(ACTION ITEM):
The response must contain each line of the material that holds "nodes".

● ● ●

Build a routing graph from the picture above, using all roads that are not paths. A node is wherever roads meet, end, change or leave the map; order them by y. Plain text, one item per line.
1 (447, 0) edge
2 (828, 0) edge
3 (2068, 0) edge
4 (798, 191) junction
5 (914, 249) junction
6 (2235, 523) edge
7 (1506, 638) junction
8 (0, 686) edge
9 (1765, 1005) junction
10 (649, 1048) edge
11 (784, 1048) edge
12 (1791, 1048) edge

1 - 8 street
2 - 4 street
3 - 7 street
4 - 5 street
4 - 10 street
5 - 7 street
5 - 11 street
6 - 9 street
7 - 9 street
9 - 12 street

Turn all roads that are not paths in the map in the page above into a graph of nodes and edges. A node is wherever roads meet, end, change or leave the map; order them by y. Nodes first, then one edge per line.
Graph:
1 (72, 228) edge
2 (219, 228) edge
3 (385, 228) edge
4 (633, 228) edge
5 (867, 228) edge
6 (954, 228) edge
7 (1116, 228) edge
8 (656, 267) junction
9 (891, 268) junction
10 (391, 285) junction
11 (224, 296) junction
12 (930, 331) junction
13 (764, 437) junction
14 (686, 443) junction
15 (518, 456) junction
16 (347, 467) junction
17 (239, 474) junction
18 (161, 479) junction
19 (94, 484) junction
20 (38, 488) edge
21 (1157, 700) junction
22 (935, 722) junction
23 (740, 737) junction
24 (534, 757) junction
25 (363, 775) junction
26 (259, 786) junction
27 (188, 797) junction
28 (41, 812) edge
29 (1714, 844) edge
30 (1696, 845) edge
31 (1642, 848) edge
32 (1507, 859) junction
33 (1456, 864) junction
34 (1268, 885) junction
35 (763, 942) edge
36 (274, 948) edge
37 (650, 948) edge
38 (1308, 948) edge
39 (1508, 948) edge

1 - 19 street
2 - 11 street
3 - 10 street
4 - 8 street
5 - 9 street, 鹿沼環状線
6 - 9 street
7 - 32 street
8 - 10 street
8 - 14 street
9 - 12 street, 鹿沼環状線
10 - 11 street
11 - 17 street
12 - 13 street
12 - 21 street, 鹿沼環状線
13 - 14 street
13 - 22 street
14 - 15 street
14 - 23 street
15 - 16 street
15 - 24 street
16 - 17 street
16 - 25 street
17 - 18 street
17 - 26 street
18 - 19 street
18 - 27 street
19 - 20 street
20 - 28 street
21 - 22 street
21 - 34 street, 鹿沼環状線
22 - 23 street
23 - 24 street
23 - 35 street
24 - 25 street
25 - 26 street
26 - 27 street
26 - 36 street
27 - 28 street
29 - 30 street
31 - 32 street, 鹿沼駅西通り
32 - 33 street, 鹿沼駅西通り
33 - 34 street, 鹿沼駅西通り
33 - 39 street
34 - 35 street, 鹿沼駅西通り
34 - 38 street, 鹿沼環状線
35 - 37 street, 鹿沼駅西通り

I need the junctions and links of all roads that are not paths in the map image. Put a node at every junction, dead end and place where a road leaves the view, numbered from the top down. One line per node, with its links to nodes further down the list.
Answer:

● ● ●

(SOLUTION TO THIS PROBLEM):
Turn all roads that are not paths in the map in the page above into a graph of nodes and edges. A node is wherever roads meet, end, change or leave the map; order them by y. Nodes first, then one edge per line.
I need the junctions and links of all roads that are not paths in the map image. Put a node at every junction, dead end and place where a road leaves the view, numbered from the top down. One line per node, with its links to nodes further down the list.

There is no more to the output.